** Opening Data for processing block **

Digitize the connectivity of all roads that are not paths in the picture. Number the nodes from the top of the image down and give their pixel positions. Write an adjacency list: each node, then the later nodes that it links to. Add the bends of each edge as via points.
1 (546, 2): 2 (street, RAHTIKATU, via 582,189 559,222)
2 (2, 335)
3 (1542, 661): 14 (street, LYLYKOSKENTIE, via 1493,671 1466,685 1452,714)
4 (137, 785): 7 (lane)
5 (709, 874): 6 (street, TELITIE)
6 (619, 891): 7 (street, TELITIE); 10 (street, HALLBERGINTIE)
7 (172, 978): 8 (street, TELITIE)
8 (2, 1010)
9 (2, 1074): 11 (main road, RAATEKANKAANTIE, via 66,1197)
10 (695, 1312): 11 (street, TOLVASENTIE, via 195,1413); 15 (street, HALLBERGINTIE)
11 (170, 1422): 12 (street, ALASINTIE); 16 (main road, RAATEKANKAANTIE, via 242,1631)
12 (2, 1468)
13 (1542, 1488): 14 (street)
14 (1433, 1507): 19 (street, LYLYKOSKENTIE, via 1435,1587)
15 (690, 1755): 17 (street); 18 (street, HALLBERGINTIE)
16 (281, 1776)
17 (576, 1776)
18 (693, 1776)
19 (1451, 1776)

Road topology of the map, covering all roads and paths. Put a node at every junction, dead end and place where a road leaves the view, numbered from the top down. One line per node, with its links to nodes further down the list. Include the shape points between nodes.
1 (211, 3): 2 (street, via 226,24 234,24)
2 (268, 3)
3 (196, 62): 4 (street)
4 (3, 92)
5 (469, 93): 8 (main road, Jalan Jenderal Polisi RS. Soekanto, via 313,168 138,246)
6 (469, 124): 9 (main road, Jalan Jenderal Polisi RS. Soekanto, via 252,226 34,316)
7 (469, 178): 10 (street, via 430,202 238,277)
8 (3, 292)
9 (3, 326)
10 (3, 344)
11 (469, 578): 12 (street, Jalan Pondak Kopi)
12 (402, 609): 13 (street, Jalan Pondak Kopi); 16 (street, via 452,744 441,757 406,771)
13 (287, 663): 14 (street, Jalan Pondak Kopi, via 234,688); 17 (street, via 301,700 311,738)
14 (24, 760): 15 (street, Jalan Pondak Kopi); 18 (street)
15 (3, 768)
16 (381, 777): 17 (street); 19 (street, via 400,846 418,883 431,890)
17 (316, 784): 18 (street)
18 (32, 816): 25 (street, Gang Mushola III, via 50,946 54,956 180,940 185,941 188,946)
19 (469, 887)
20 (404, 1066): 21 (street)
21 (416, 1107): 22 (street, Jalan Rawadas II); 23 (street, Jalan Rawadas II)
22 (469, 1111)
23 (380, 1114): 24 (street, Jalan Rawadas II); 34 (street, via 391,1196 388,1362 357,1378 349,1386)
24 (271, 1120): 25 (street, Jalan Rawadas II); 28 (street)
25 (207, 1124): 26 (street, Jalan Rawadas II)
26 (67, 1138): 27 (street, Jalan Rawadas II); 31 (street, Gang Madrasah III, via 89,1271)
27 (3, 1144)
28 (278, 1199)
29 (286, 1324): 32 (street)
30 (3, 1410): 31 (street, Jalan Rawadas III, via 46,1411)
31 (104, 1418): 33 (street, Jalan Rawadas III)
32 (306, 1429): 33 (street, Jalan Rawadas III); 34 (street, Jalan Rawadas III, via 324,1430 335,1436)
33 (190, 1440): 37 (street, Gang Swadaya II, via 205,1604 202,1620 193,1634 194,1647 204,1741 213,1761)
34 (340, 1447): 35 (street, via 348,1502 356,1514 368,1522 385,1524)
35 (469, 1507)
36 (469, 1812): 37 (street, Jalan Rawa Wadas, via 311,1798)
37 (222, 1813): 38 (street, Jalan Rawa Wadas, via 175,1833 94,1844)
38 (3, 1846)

** Closing Data for processing block **

Problem to solve:
Type out each entry above again, exactly.

Expected answer:
Digitize the connectivity of all roads that are not paths in the picture. Number the nodes from the top of the image down and give their pixel positions. Write an adjacency list: each node, then the later nodes that it links to. Add the bends of each edge as via points.
1 (546, 2): 2 (street, RAHTIKATU, via 582,189 559,222)
2 (2, 335)
3 (1542, 661): 14 (street, LYLYKOSKENTIE, via 1493,671 1466,685 1452,714)
4 (137, 785): 7 (lane)
5 (709, 874): 6 (street, TELITIE)
6 (619, 891): 7 (street, TELITIE); 10 (street, HALLBERGINTIE)
7 (172, 978): 8 (street, TELITIE)
8 (2, 1010)
9 (2, 1074): 11 (main road, RAATEKANKAANTIE, via 66,1197)
10 (695, 1312): 11 (street, TOLVASENTIE, via 195,1413); 15 (street, HALLBERGINTIE)
11 (170, 1422): 12 (street, ALASINTIE); 16 (main road, RAATEKANKAANTIE, via 242,1631)
12 (2, 1468)
13 (1542, 1488): 14 (street)
14 (1433, 1507): 19 (street, LYLYKOSKENTIE, via 1435,1587)
15 (690, 1755): 17 (street); 18 (street, HALLBERGINTIE)
16 (281, 1776)
17 (576, 1776)
18 (693, 1776)
19 (1451, 1776)

Road topology of the map, covering all roads and paths. Put a node at every junction, dead end and place where a road leaves the view, numbered from the top down. One line per node, with its links to nodes further down the list. Include the shape points between nodes.
1 (211, 3): 2 (street, via 226,24 234,24)
2 (268, 3)
3 (196, 62): 4 (street)
4 (3, 92)
5 (469, 93): 8 (main road, Jalan Jenderal Polisi RS. Soekanto, via 313,168 138,246)
6 (469, 124): 9 (main road, Jalan Jenderal Polisi RS. Soekanto, via 252,226 34,316)
7 (469, 178): 10 (street, via 430,202 238,277)
8 (3, 292)
9 (3, 326)
10 (3, 344)
11 (469, 578): 12 (street, Jalan Pondak Kopi)
12 (402, 609): 13 (street, Jalan Pondak Kopi); 16 (street, via 452,744 441,757 406,771)
13 (287, 663): 14 (street, Jalan Pondak Kopi, via 234,688); 17 (street, via 301,700 311,738)
14 (24, 760): 15 (street, Jalan Pondak Kopi); 18 (street)
15 (3, 768)
16 (381, 777): 17 (street); 19 (street, via 400,846 418,883 431,890)
17 (316, 784): 18 (street)
18 (32, 816): 25 (street, Gang Mushola III, via 50,946 54,956 180,940 185,941 188,946)
19 (469, 887)
20 (404, 1066): 21 (street)
21 (416, 1107): 22 (street, Jalan Rawadas II); 23 (street, Jalan Rawadas II)
22 (469, 1111)
23 (380, 1114): 24 (street, Jalan Rawadas II); 34 (street, via 391,1196 388,1362 357,1378 349,1386)
24 (271, 1120): 25 (street, Jalan Rawadas II); 28 (street)
25 (207, 1124): 26 (street, Jalan Rawadas II)
26 (67, 1138): 27 (street, Jalan Rawadas II); 31 (street, Gang Madrasah III, via 89,1271)
27 (3, 1144)
28 (278, 1199)
29 (286, 1324): 32 (street)
30 (3, 1410): 31 (street, Jalan Rawadas III, via 46,1411)
31 (104, 1418): 33 (street, Jalan Rawadas III)
32 (306, 1429): 33 (street, Jalan Rawadas III); 34 (street, Jalan Rawadas III, via 324,1430 335,1436)
33 (190, 1440): 37 (street, Gang Swadaya II, via 205,1604 202,1620 193,1634 194,1647 204,1741 213,1761)
34 (340, 1447): 35 (street, via 348,1502 356,1514 368,1522 385,1524)
35 (469, 1507)
36 (469, 1812): 37 (street, Jalan Rawa Wadas, via 311,1798)
37 (222, 1813): 38 (street, Jalan Rawa Wadas, via 175,1833 94,1844)
38 (3, 1846)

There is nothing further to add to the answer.